Editor’s Note: This subsection is featured in the GreenBook Market Leaders Report. The GreenBook Market Leaders Report is your #1 guide to brand success in the insights industry, featuring the U.S. Top 50, and in-depth analysis from leading CEOs. In its inaugural edition, you’ll learn who is in the lead, who is rising towards the top, and where your company fits into it all.
This report has a long and useful history and its many iterations reflect the changes we have witnessed in our industry. This GreenBook Market Leaders Report continues that tradition.
I read through this document carefully making notes on interesting data points and ideas. Two hundred notes are not particularly helpful but what stood out the most was the thinking expressed in the CEO Perspective sections that represent the ideas, opportunities, and threats that will preoccupy the industry’s leaders over the next few years. There are many areas that I cannot properly highlight here—privacy, changing consumer behavior, growth in talent, among many others—but the ones I mention below are critically important and permeate through the industry in one way or another.
Allen R. DeCotiis, Chairman and CEO of Phoenix Marketing said it best “The sea-change market research companies have experienced in recent years has not been kind to the traditional, generalist research organizations”. Simplifying, possibly too much, the pain that the full-service agencies have experienced is underscored by the presence of all the different industry categories in this report. The growth in some of the full-service agencies this year would not have been possible without some of the companies represented in the technology, field service, and data and analytics categories.
Data has infiltrated every functional area of client organizations—marketing, operations, distribution, etc. And much of this information is customer information. This cultural change in client organizations has led to a hunger for answers to never before answerable questions (think about the old advertising adage about half the budget being wasted). Paul D’Aloia of LRA points to his optimism about the industry due to “our clients’ propensity to embed data and analytics into everything they do”.
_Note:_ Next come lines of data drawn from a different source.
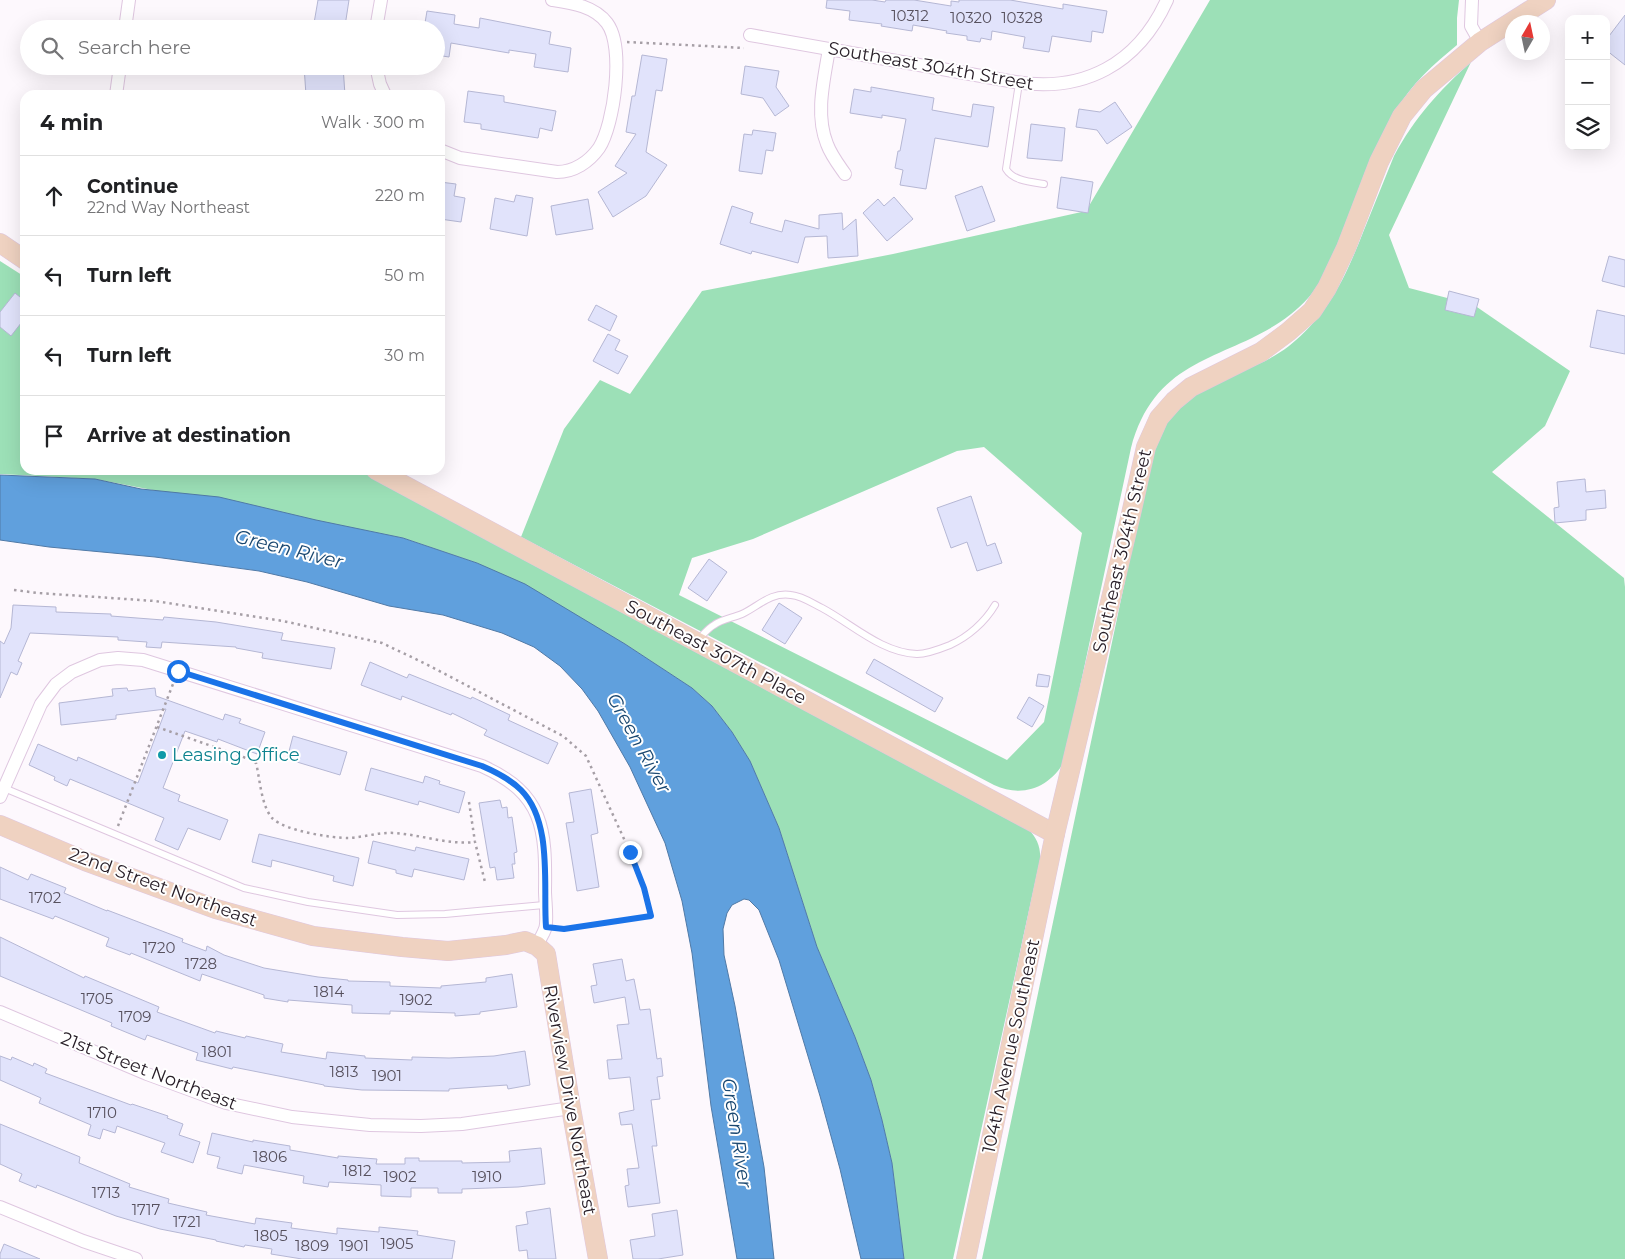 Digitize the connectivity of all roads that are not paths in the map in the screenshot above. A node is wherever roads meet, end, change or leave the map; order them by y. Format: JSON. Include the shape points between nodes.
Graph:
{"nodes":[{"id":1,"x":129,"y":0,"type":"edge"},
{"id":2,"x":381,"y":0,"type":"edge"},
{"id":3,"x":552,"y":0,"type":"edge"},
{"id":4,"x":1167,"y":0,"type":"edge"},
{"id":5,"x":1472,"y":0,"type":"edge"},
{"id":6,"x":1546,"y":0,"type":"edge"},
{"id":7,"x":126,"y":20,"type":"edge"},
{"id":8,"x":378,"y":20,"type":"edge"},
{"id":9,"x":750,"y":35,"type":"road end"},
{"id":10,"x":1480,"y":42,"type":"junction"},
{"id":11,"x":829,"y":49,"type":"junction"},
{"id":12,"x":119,"y":75,"type":"edge"},
{"id":13,"x":378,"y":75,"type":"edge"},
{"id":14,"x":1019,"y":83,"type":"junction"},
{"id":15,"x":117,"y":90,"type":"edge"},
{"id":16,"x":383,"y":90,"type":"edge"},
{"id":17,"x":445,"y":152,"type":"edge"},
{"id":18,"x":845,"y":174,"type":"dead end"},
{"id":19,"x":1044,"y":184,"type":"dead end"},
{"id":20,"x":0,"y":243,"type":"edge"},
{"id":21,"x":20,"y":257,"type":"edge"},
{"id":22,"x":385,"y":475,"type":"edge"},
{"id":23,"x":995,"y":605,"type":"dead end"},
{"id":24,"x":696,"y":642,"type":"junction"},
{"id":25,"x":2,"y":792,"type":"edge"},
{"id":26,"x":0,"y":825,"type":"edge"},
{"id":27,"x":1056,"y":834,"type":"junction"},
{"id":28,"x":544,"y":904,"type":"junction"},
{"id":29,"x":536,"y":946,"type":"junction"},
{"id":30,"x":0,"y":1012,"type":"edge"},
{"id":31,"x":570,"y":1108,"type":"junction"},
{"id":32,"x":0,"y":1207,"type":"edge"},
{"id":33,"x":136,"y":1259,"type":"edge"},
{"id":34,"x":598,"y":1259,"type":"edge"},
{"id":35,"x":966,"y":1259,"type":"edge"}],
"edges":[{"from":1,"to":7,"type":"street"},
{"from":2,"to":8,"type":"street"},
{"from":3,"to":17,"type":"street","via":[[589,10],[604,20],[615,42],[616,81],[609,122],[600,146],[571,170],[557,172],[460,158]]},
{"from":4,"to":14,"type":"street","name":"Southeast 304th Street","via":[[1143,42],[1103,71],[1066,83]]},
{"from":5,"to":10,"type":"street","via":[[1471,26]]},
{"from":6,"to":10,"type":"street","name":"Southeast 304th Street"},
{"from":9,"to":11,"type":"street","name":"Southeast 304th Street"},
{"from":10,"to":27,"type":"street","name":"Southeast 304th Street","via":[[1424,90],[1402,116],[1379,162],[1342,256],[1312,311],[1261,352],[1191,387],[1159,418],[1146,447]]},
{"from":11,"to":14,"type":"street","name":"Southeast 304th Street"},
{"from":11,"to":18,"type":"street","via":[[821,118],[832,157]]},
{"from":12,"to":15,"type":"street"},
{"from":13,"to":16,"type":"street"},
{"from":14,"to":19,"type":"lane","via":[[1006,168],[1014,176]]},
{"from":20,"to":21,"type":"street"},
{"from":22,"to":24,"type":"street","name":"Southeast 307th Place"},
{"from":23,"to":24,"type":"lane","via":[[989,616],[955,642],[918,654],[882,644],[841,618],[792,595],[768,598],[743,614],[713,625]]},
{"from":24,"to":27,"type":"street","name":"Southeast 307th Place"},
{"from":25,"to":28,"type":"lane","via":[[244,888],[308,902],[397,915],[446,914]]},
{"from":25,"to":28,"type":"street","via":[[42,704],[56,684],[72,672],[100,660],[142,660],[502,775],[522,790],[538,816],[545,861]]},
{"from":26,"to":29,"type":"street","name":"22nd Street Northeast","via":[[85,861],[216,909],[313,936],[448,950],[525,941]]},
{"from":27,"to":35,"type":"street","name":"104th Avenue Southeast"},
{"from":28,"to":29,"type":"street","via":[[546,927]]},
{"from":29,"to":31,"type":"street","name":"Riverview Drive Northeast","via":[[546,954]]},
{"from":30,"to":31,"type":"street","name":"21st Street Northeast","via":[[147,1074],[226,1103],[292,1117],[370,1125],[421,1126],[462,1124]]},
{"from":31,"to":34,"type":"street","name":"Riverview Drive Northeast"},
{"from":32,"to":33,"type":"street"}]} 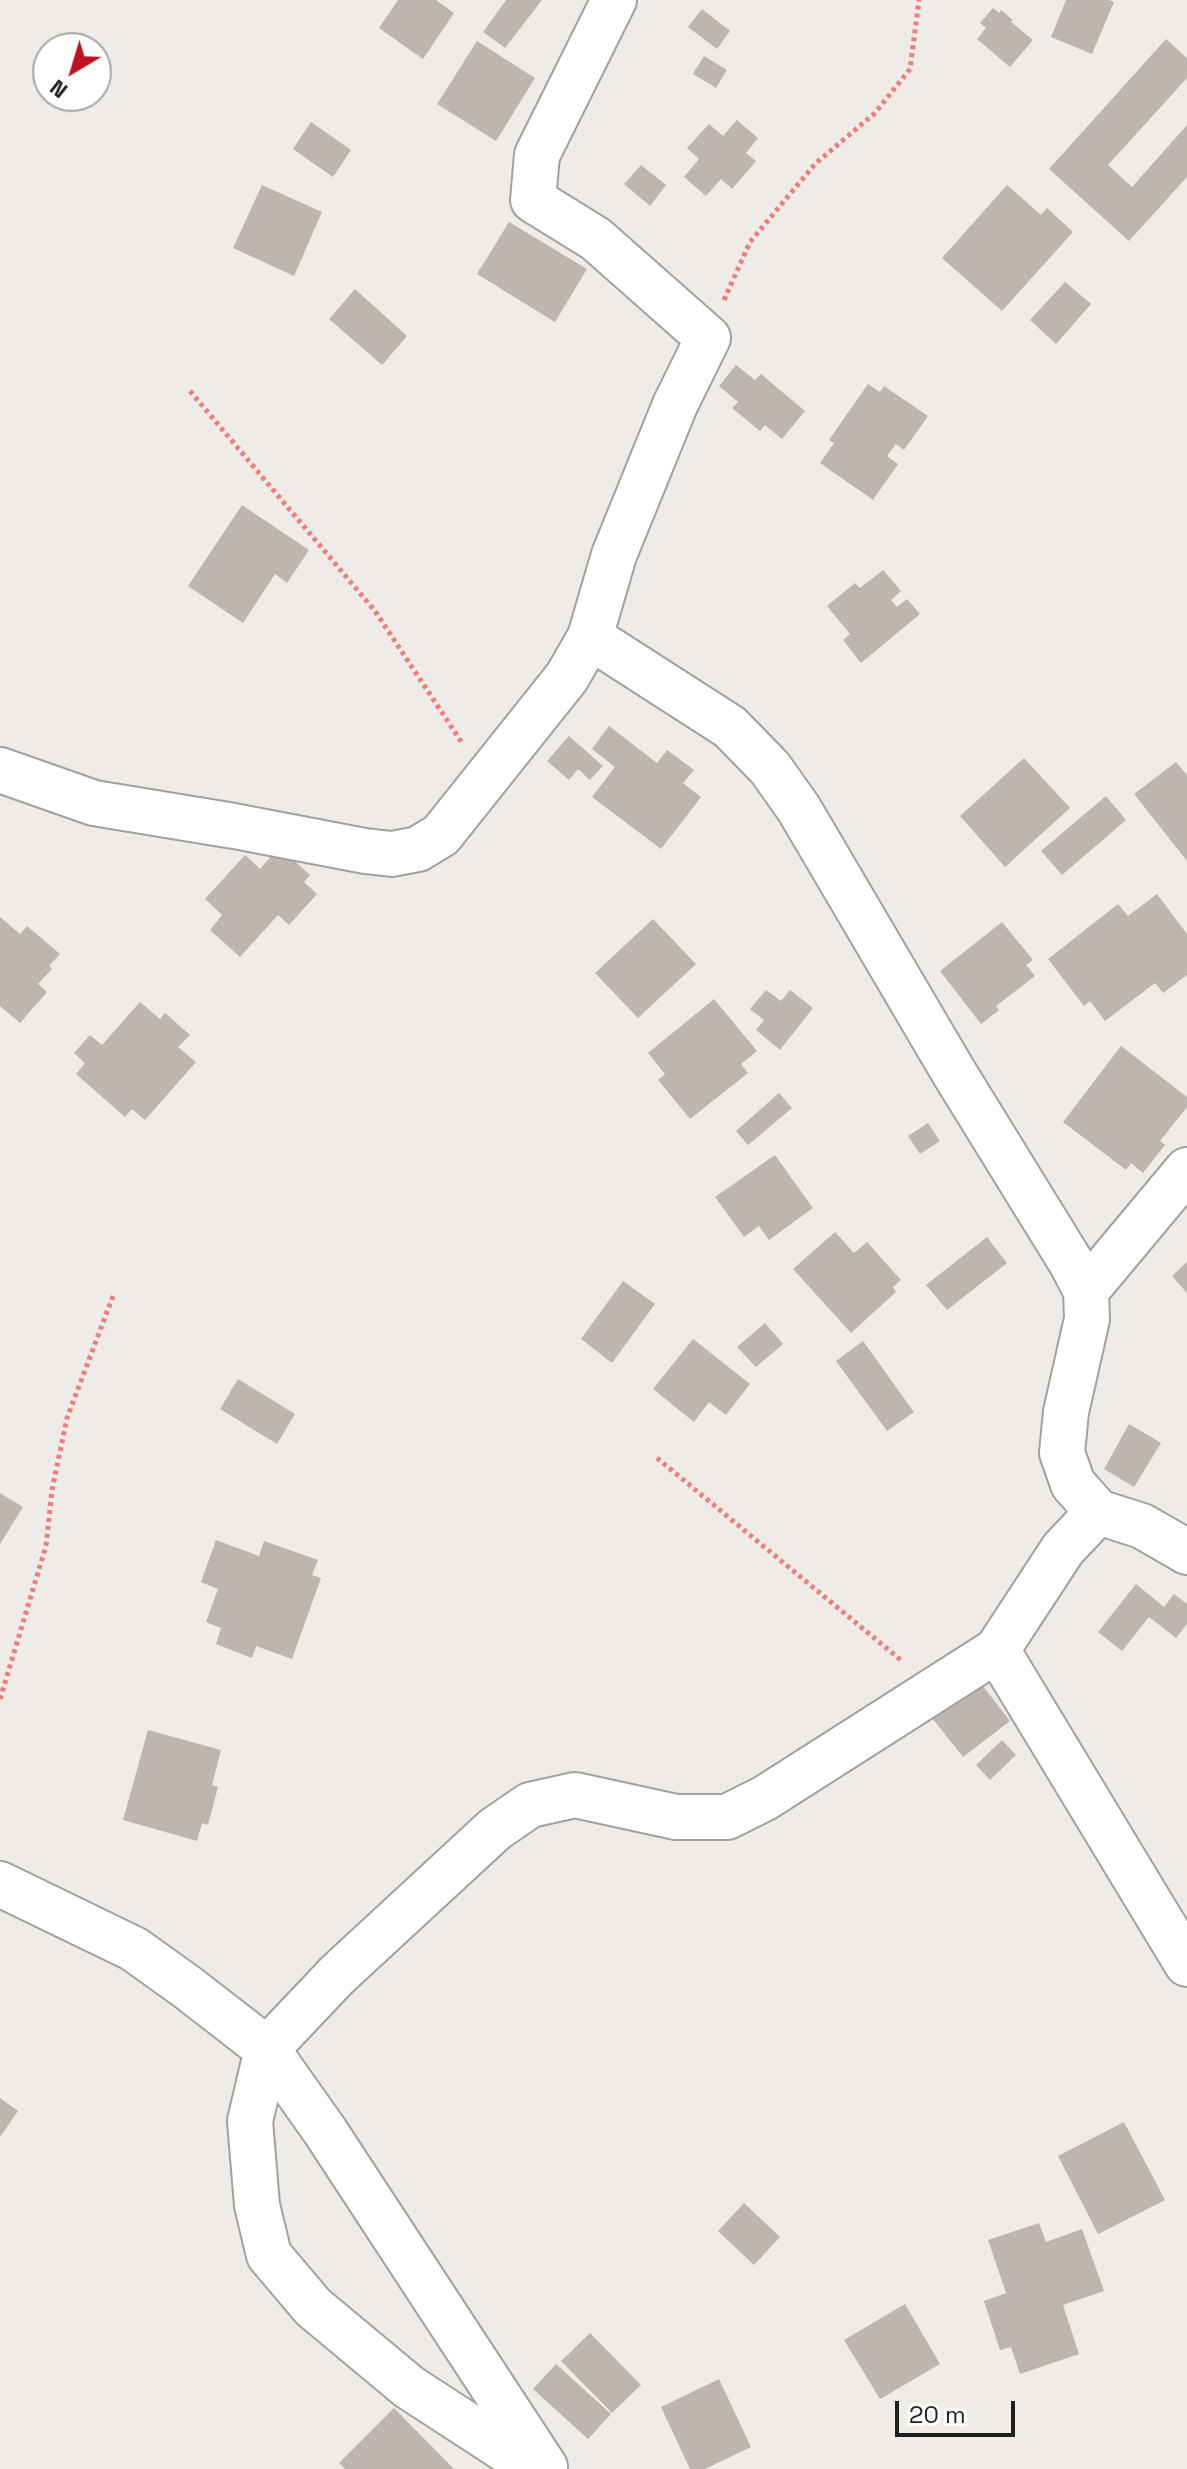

Related to the above, there has been a proliferation of new(er) types of data such as social media, behavioral data, mobile information, advertising exposure information, deeper/larger qualitative data, and on and on. This availability of data along with improved analytic techniques gives us the ability to do things that we haven’t been able to do before. Antoine Harary of Edelman Intelligence notes that “With more resources at our disposal than ever before to uncover, understand and predict consumer behavior, there has truly never been a more exciting time to be a researcher. We are able to explore the nuances of historic decision-making and predict and model the future with amazing precision and accuracy.”
Technology such as automation, AI, mobile, etc. represent a future for our industry—one that is being partially realized but still with a long way to go. The change comes in different forms—how/what questions we can answer and what we do with the time that we saved. As Jim Lane of Directions Research comments, “easy projects are a thing of the past”. However, that also means that the time spent on the old easy projects now is often dedicated to more difficult projects. Dave Sackman of LRW perhaps sums it up: “The most significant industry trend … is the use of automation and AI. [It] will allow us to … provide more time for the creative, analytical, and consulting work”.
More demand for answers from clients, more capabilities, and more room for creativity. It shouldn’t be a surprise that we see solid growth.